Scan the records for "main". Show the matching lines.

(Records excerpted from a collection)
BEGIN

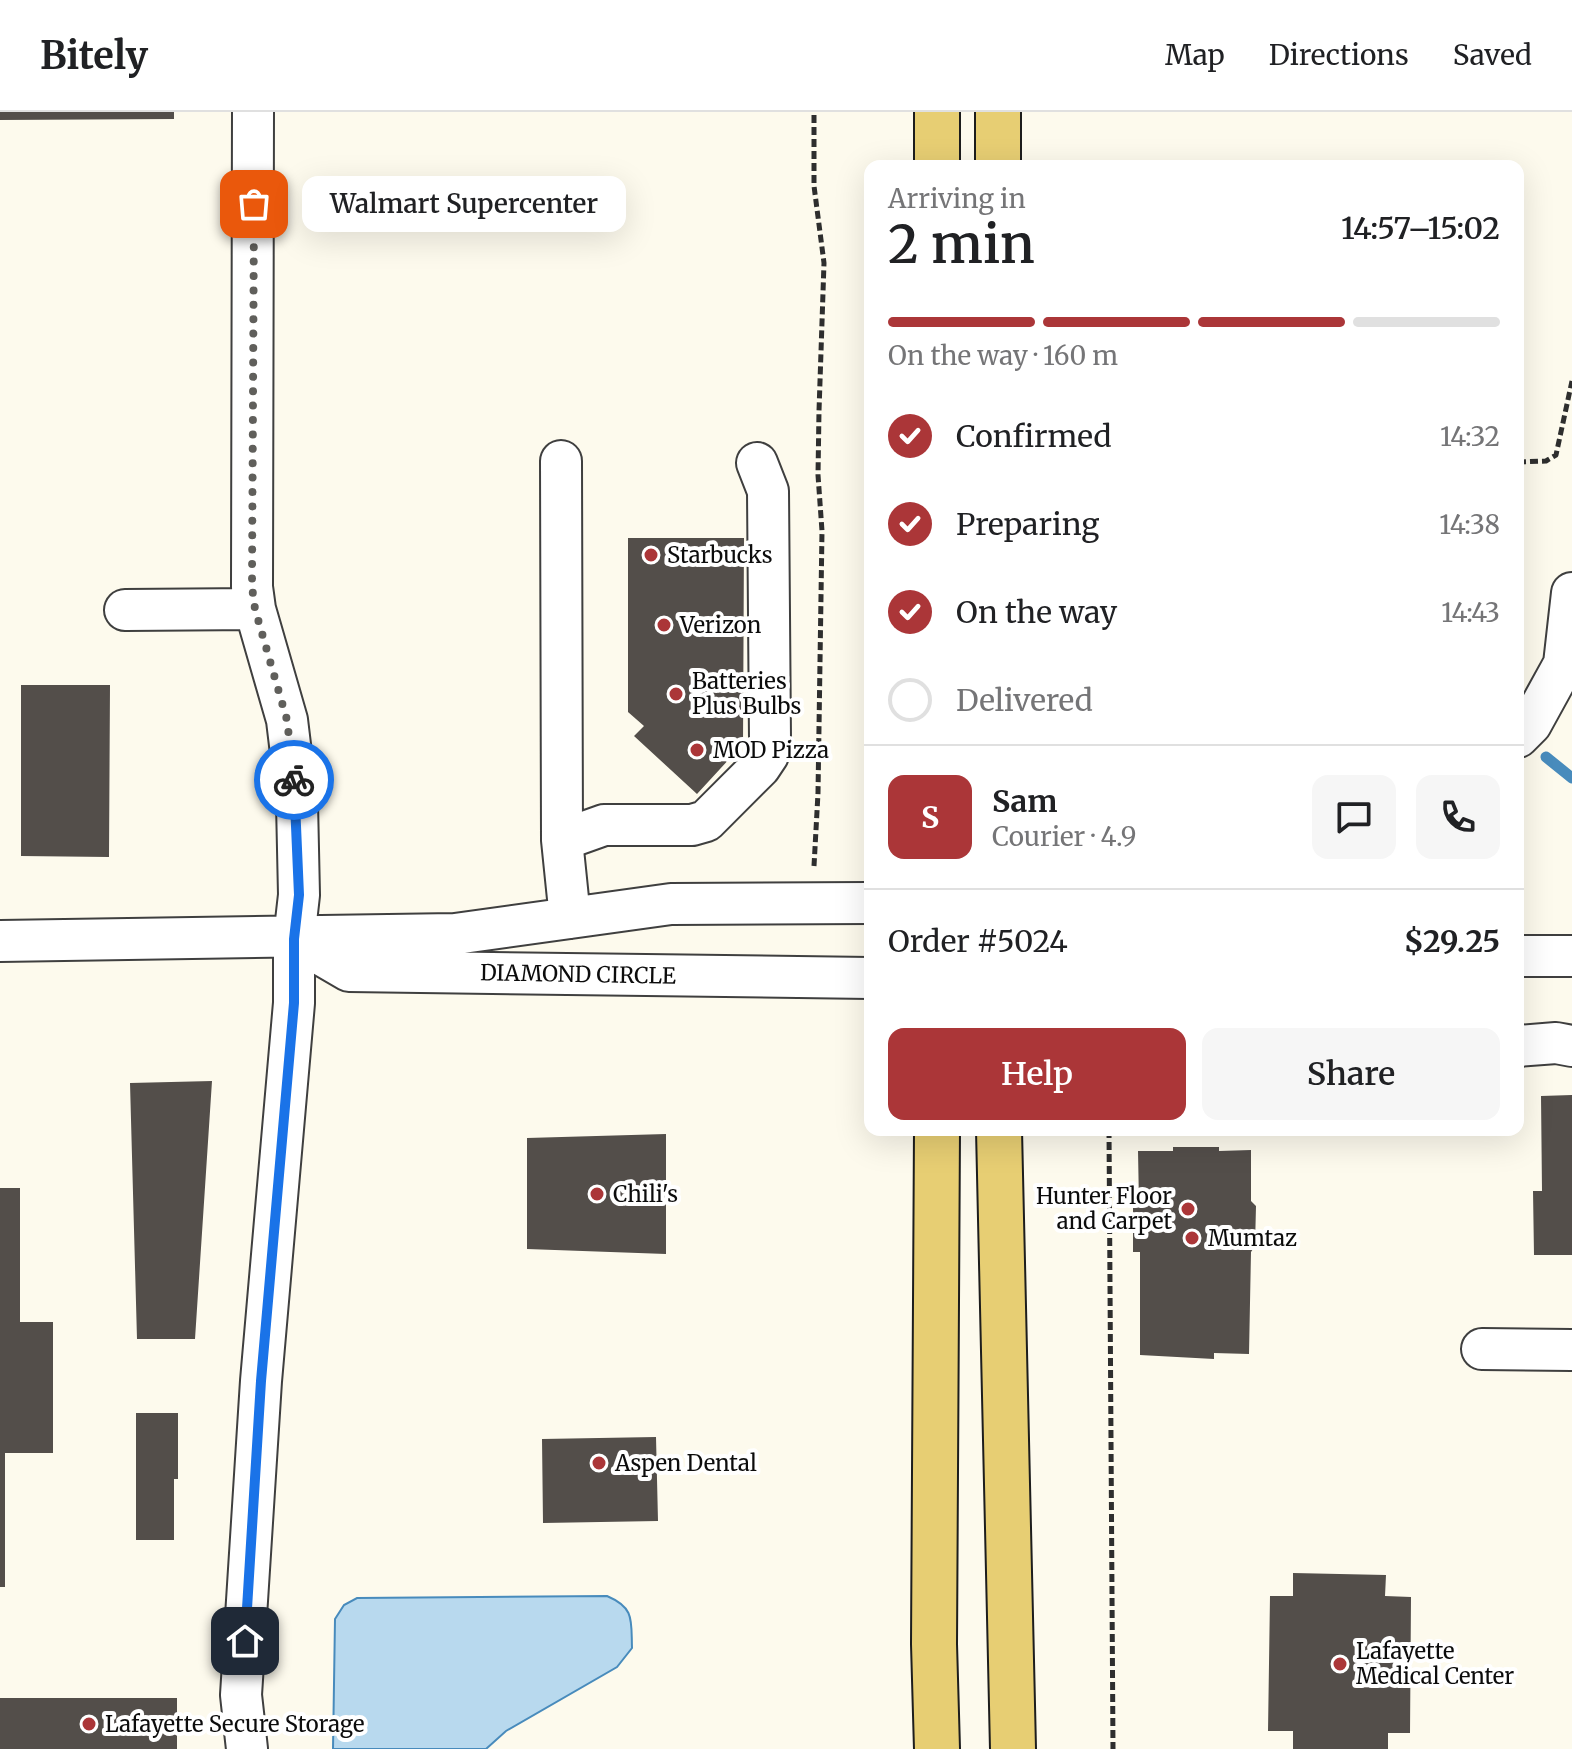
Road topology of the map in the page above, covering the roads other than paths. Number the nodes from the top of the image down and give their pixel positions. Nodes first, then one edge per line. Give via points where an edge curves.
1 (253, 112) edge
2 (937, 112) edge
3 (998, 112) edge
4 (937, 160) edge
5 (998, 160) edge
6 (561, 461) dead end
7 (757, 463) dead end
8 (1572, 593) edge
9 (255, 609) junction
10 (125, 610) dead end
11 (1524, 731) edge
12 (562, 840) junction
13 (864, 903) edge
14 (570, 918) junction
15 (294, 939) junction
16 (0, 941) edge
17 (1524, 956) edge
18 (1572, 956) edge
19 (864, 978) edge
20 (1524, 1046) edge
21 (1572, 1046) edge
22 (937, 1136) edge
23 (999, 1136) edge
24 (1482, 1349) dead end
25 (1572, 1350) edge
26 (247, 1749) edge
27 (937, 1749) edge
28 (1013, 1749) edge

1 - 9 street
2 - 4 main road
3 - 5 main road
6 - 12 street
7 - 12 street via 768,491 768,755 706,821 604,825
8 - 11 street via 1564,664
9 - 10 street
9 - 15 street via 287,720 297,803 299,895
12 - 14 street
13 - 14 street, DIAMOND CIRCLE via 688,903
14 - 15 street, DIAMOND CIRCLE via 455,934
15 - 16 street, DIAMOND CIRCLE
15 - 19 street, DIAMOND CIRCLE via 349,971
15 - 26 street via 294,1003 262,1368 241,1695
17 - 18 street
20 - 21 street
22 - 27 main road
23 - 28 main road
24 - 25 street

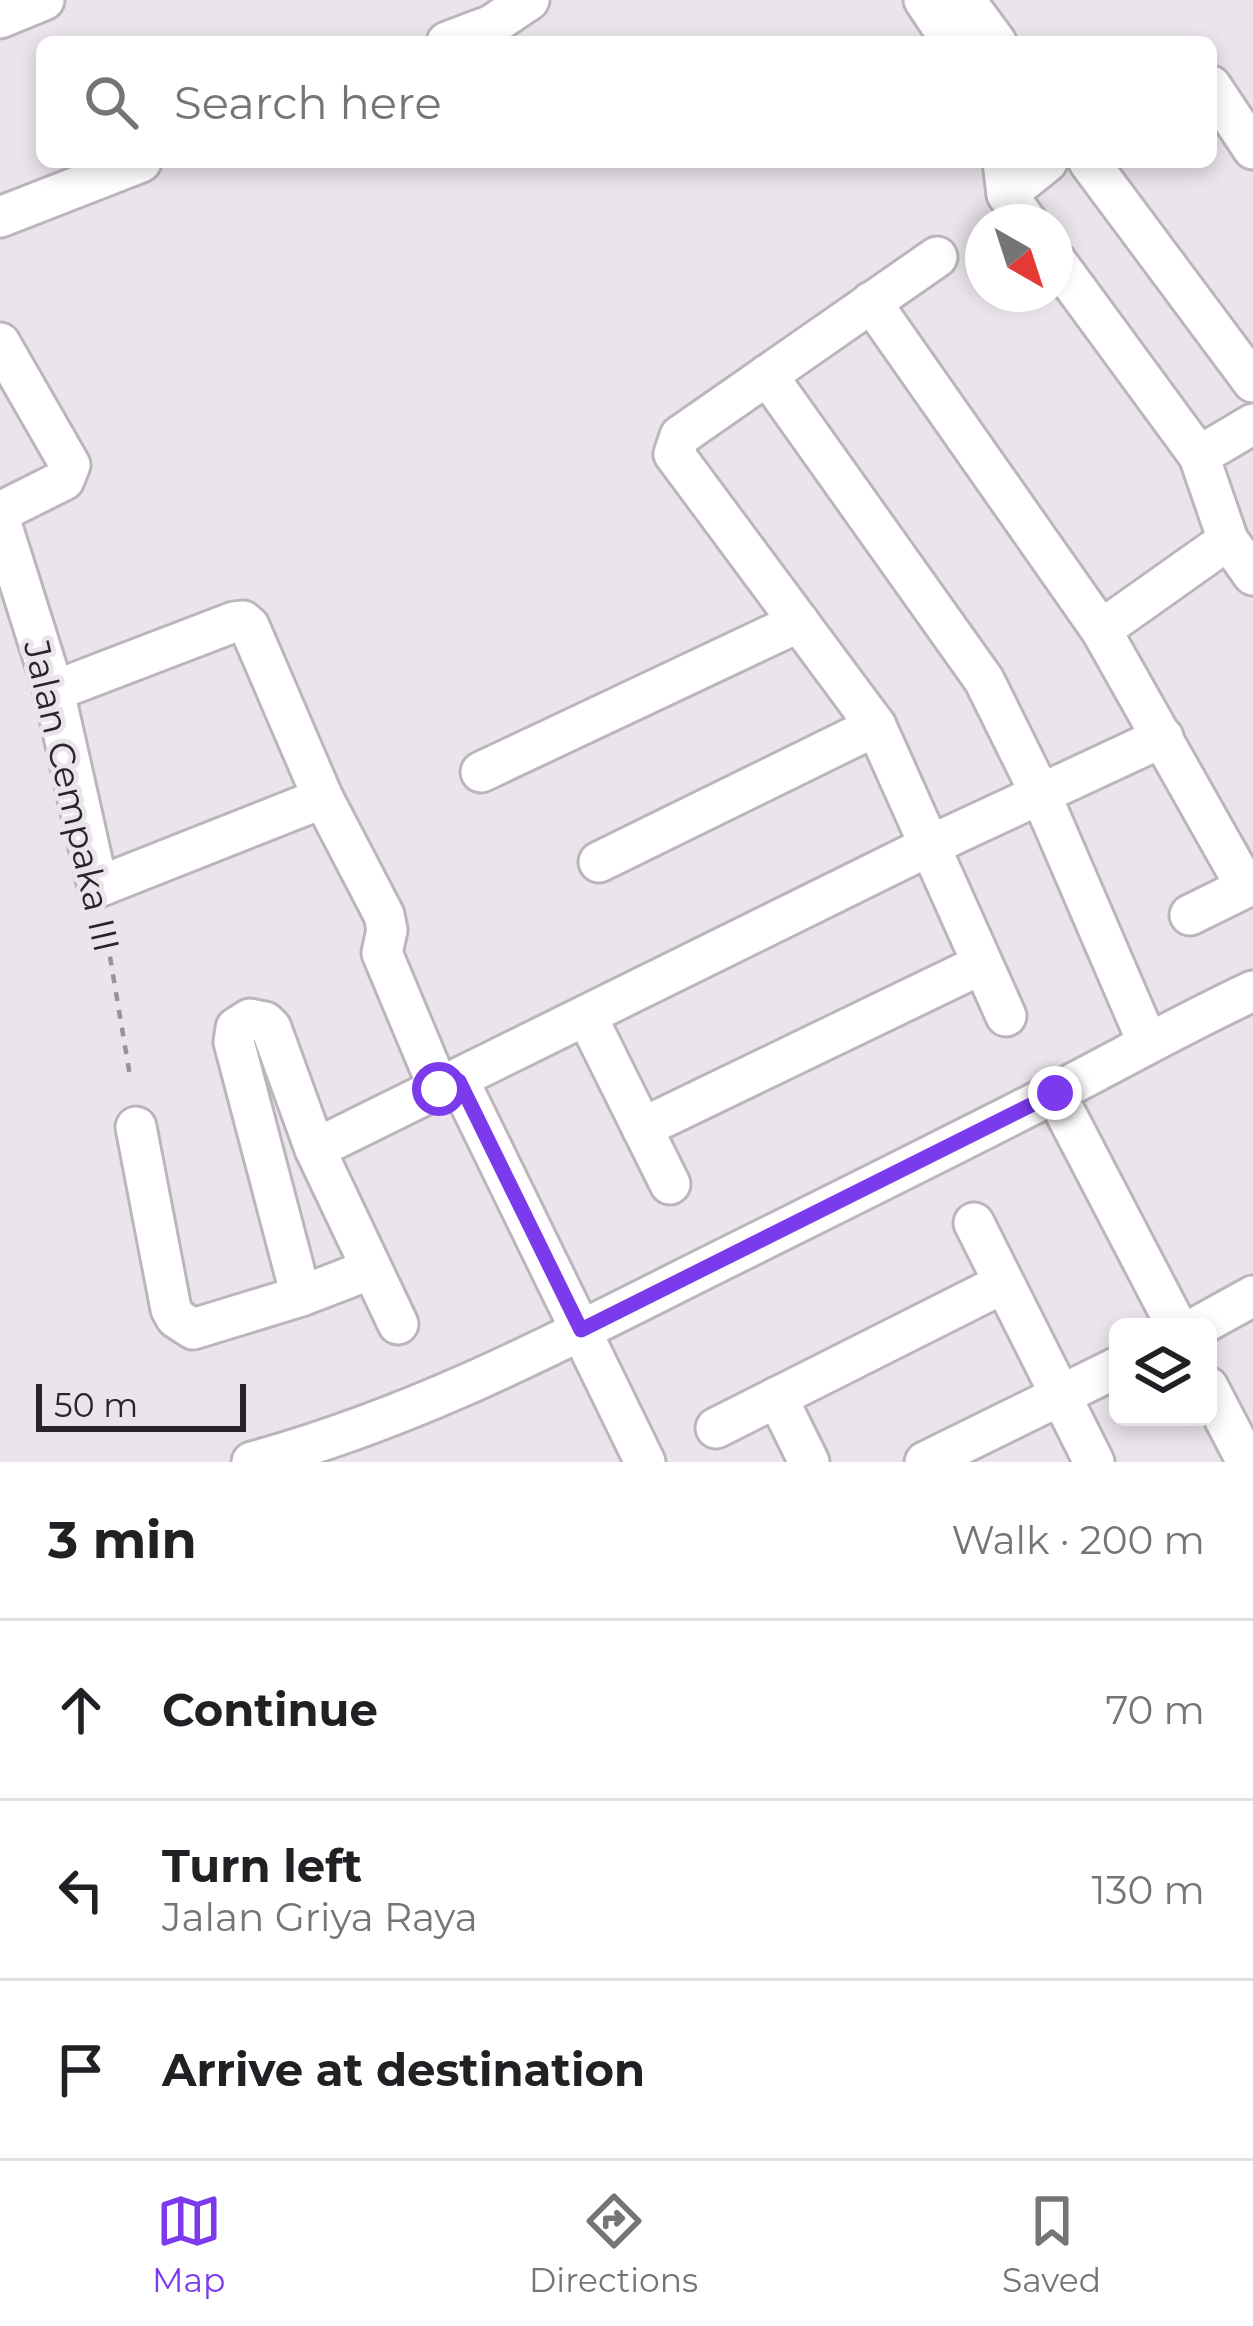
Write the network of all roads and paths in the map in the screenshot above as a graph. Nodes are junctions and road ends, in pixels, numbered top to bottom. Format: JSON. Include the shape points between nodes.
{"nodes":[{"id":1,"x":529,"y":0,"type":"edge"},
{"id":2,"x":923,"y":0,"type":"edge"},
{"id":3,"x":965,"y":0,"type":"edge"},
{"id":4,"x":463,"y":36,"type":"edge"},
{"id":5,"x":948,"y":36,"type":"edge"},
{"id":6,"x":992,"y":36,"type":"edge"},
{"id":7,"x":1217,"y":94,"type":"edge"},
{"id":8,"x":1250,"y":139,"type":"edge"},
{"id":9,"x":126,"y":168,"type":"edge"},
{"id":10,"x":1040,"y":168,"type":"edge"},
{"id":11,"x":1093,"y":168,"type":"edge"},
{"id":12,"x":1012,"y":193,"type":"edge"},
{"id":13,"x":0,"y":217,"type":"edge"},
{"id":14,"x":937,"y":257,"type":"dead end"},
{"id":15,"x":1073,"y":285,"type":"edge"},
{"id":16,"x":871,"y":302,"type":"junction"},
{"id":17,"x":0,"y":343,"type":"edge"},
{"id":18,"x":766,"y":375,"type":"junction"},
{"id":19,"x":1253,"y":382,"type":"edge"},
{"id":20,"x":1253,"y":424,"type":"edge"},
{"id":21,"x":1198,"y":456,"type":"junction"},
{"id":22,"x":0,"y":516,"type":"edge"},
{"id":23,"x":1228,"y":540,"type":"junction"},
{"id":24,"x":1253,"y":575,"type":"edge"},
{"id":25,"x":799,"y":622,"type":"junction"},
{"id":26,"x":1101,"y":630,"type":"junction"},
{"id":27,"x":54,"y":691,"type":"junction"},
{"id":28,"x":876,"y":726,"type":"junction"},
{"id":29,"x":1163,"y":737,"type":"junction"},
{"id":30,"x":481,"y":772,"type":"dead end"},
{"id":31,"x":1040,"y":793,"type":"junction"},
{"id":32,"x":322,"y":798,"type":"junction"},
{"id":33,"x":931,"y":845,"type":"junction"},
{"id":34,"x":599,"y":862,"type":"dead end"},
{"id":35,"x":1249,"y":885,"type":"edge"},
{"id":36,"x":98,"y":887,"type":"junction"},
{"id":37,"x":1190,"y":914,"type":"dead end"},
{"id":38,"x":982,"y":964,"type":"junction"},
{"id":39,"x":1253,"y":991,"type":"edge"},
{"id":40,"x":1006,"y":1016,"type":"dead end"},
{"id":41,"x":587,"y":1017,"type":"junction"},
{"id":42,"x":1147,"y":1041,"type":"junction"},
{"id":43,"x":130,"y":1076,"type":"dead end"},
{"id":44,"x":449,"y":1085,"type":"junction"},
{"id":45,"x":1055,"y":1093,"type":"junction"},
{"id":46,"x":136,"y":1127,"type":"dead end"},
{"id":47,"x":642,"y":1128,"type":"junction"},
{"id":48,"x":315,"y":1149,"type":"junction"},
{"id":49,"x":670,"y":1184,"type":"dead end"},
{"id":50,"x":974,"y":1223,"type":"dead end"},
{"id":51,"x":371,"y":1269,"type":"junction"},
{"id":52,"x":1002,"y":1284,"type":"junction"},
{"id":53,"x":301,"y":1296,"type":"junction"},
{"id":54,"x":1253,"y":1297,"type":"edge"},
{"id":55,"x":1172,"y":1318,"type":"edge"},
{"id":56,"x":1214,"y":1318,"type":"edge"},
{"id":57,"x":398,"y":1324,"type":"dead end"},
{"id":58,"x":581,"y":1330,"type":"junction"},
{"id":59,"x":1109,"y":1371,"type":"edge"},
{"id":60,"x":1060,"y":1395,"type":"junction"},
{"id":61,"x":777,"y":1397,"type":"junction"},
{"id":62,"x":1217,"y":1405,"type":"edge"},
{"id":63,"x":716,"y":1428,"type":"dead end"},
{"id":64,"x":252,"y":1462,"type":"edge"},
{"id":65,"x":645,"y":1462,"type":"edge"},
{"id":66,"x":809,"y":1462,"type":"edge"},
{"id":67,"x":925,"y":1462,"type":"edge"},
{"id":68,"x":1094,"y":1462,"type":"edge"},
{"id":69,"x":1247,"y":1462,"type":"edge"}],
"edges":[{"from":1,"to":4,"type":"street"},
{"from":2,"to":5,"type":"street"},
{"from":3,"to":6,"type":"street"},
{"from":7,"to":8,"type":"street"},
{"from":9,"to":13,"type":"street"},
{"from":10,"to":12,"type":"street"},
{"from":11,"to":19,"type":"street"},
{"from":14,"to":16,"type":"street"},
{"from":15,"to":21,"type":"street"},
{"from":16,"to":18,"type":"street"},
{"from":16,"to":26,"type":"street"},
{"from":17,"to":22,"type":"street","via":[[70,465],[64,480]]},
{"from":18,"to":25,"type":"street","via":[[680,436],[674,454]]},
{"from":18,"to":31,"type":"street","via":[[983,680]]},
{"from":20,"to":21,"type":"street"},
{"from":21,"to":23,"type":"street"},
{"from":22,"to":27,"type":"street","name":"Jalan Cempaka III"},
{"from":23,"to":24,"type":"street"},
{"from":23,"to":26,"type":"street"},
{"from":25,"to":28,"type":"street"},
{"from":25,"to":30,"type":"street"},
{"from":26,"to":29,"type":"street"},
{"from":27,"to":32,"type":"street","via":[[243,621]]},
{"from":27,"to":36,"type":"street","name":"Jalan Cempaka III"},
{"from":28,"to":33,"type":"street"},
{"from":28,"to":34,"type":"street"},
{"from":29,"to":31,"type":"street"},
{"from":29,"to":35,"type":"street"},
{"from":31,"to":33,"type":"street"},
{"from":31,"to":42,"type":"street"},
{"from":32,"to":36,"type":"street"},
{"from":32,"to":44,"type":"street","via":[[384,916],[382,953]]},
{"from":33,"to":38,"type":"street"},
{"from":33,"to":41,"type":"street"},
{"from":35,"to":37,"type":"street"},
{"from":36,"to":43,"type":"path","name":"Jalan Cempaka III"},
{"from":38,"to":40,"type":"street"},
{"from":38,"to":47,"type":"street"},
{"from":39,"to":42,"type":"street"},
{"from":41,"to":44,"type":"street"},
{"from":41,"to":47,"type":"street"},
{"from":42,"to":45,"type":"street"},
{"from":44,"to":48,"type":"street"},
{"from":44,"to":58,"type":"street"},
{"from":45,"to":55,"type":"street"},
{"from":45,"to":58,"type":"street"},
{"from":46,"to":53,"type":"street","via":[[171,1310],[185,1326]]},
{"from":47,"to":49,"type":"street"},
{"from":48,"to":51,"type":"street"},
{"from":48,"to":53,"type":"street","via":[[271,1028],[259,1019],[240,1024],[234,1042]]},
{"from":50,"to":52,"type":"street"},
{"from":51,"to":53,"type":"street"},
{"from":51,"to":57,"type":"street"},
{"from":52,"to":60,"type":"street"},
{"from":52,"to":61,"type":"street"},
{"from":54,"to":56,"type":"street"},
{"from":58,"to":64,"type":"street","via":[[392,1418]]},
{"from":58,"to":65,"type":"street"},
{"from":59,"to":60,"type":"street"},
{"from":60,"to":67,"type":"street"},
{"from":60,"to":68,"type":"street"},
{"from":61,"to":63,"type":"street"},
{"from":61,"to":66,"type":"street"},
{"from":62,"to":69,"type":"street"}]}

END

_RESULT_:
2 - 4 main road
3 - 5 main road
22 - 27 main road
23 - 28 main road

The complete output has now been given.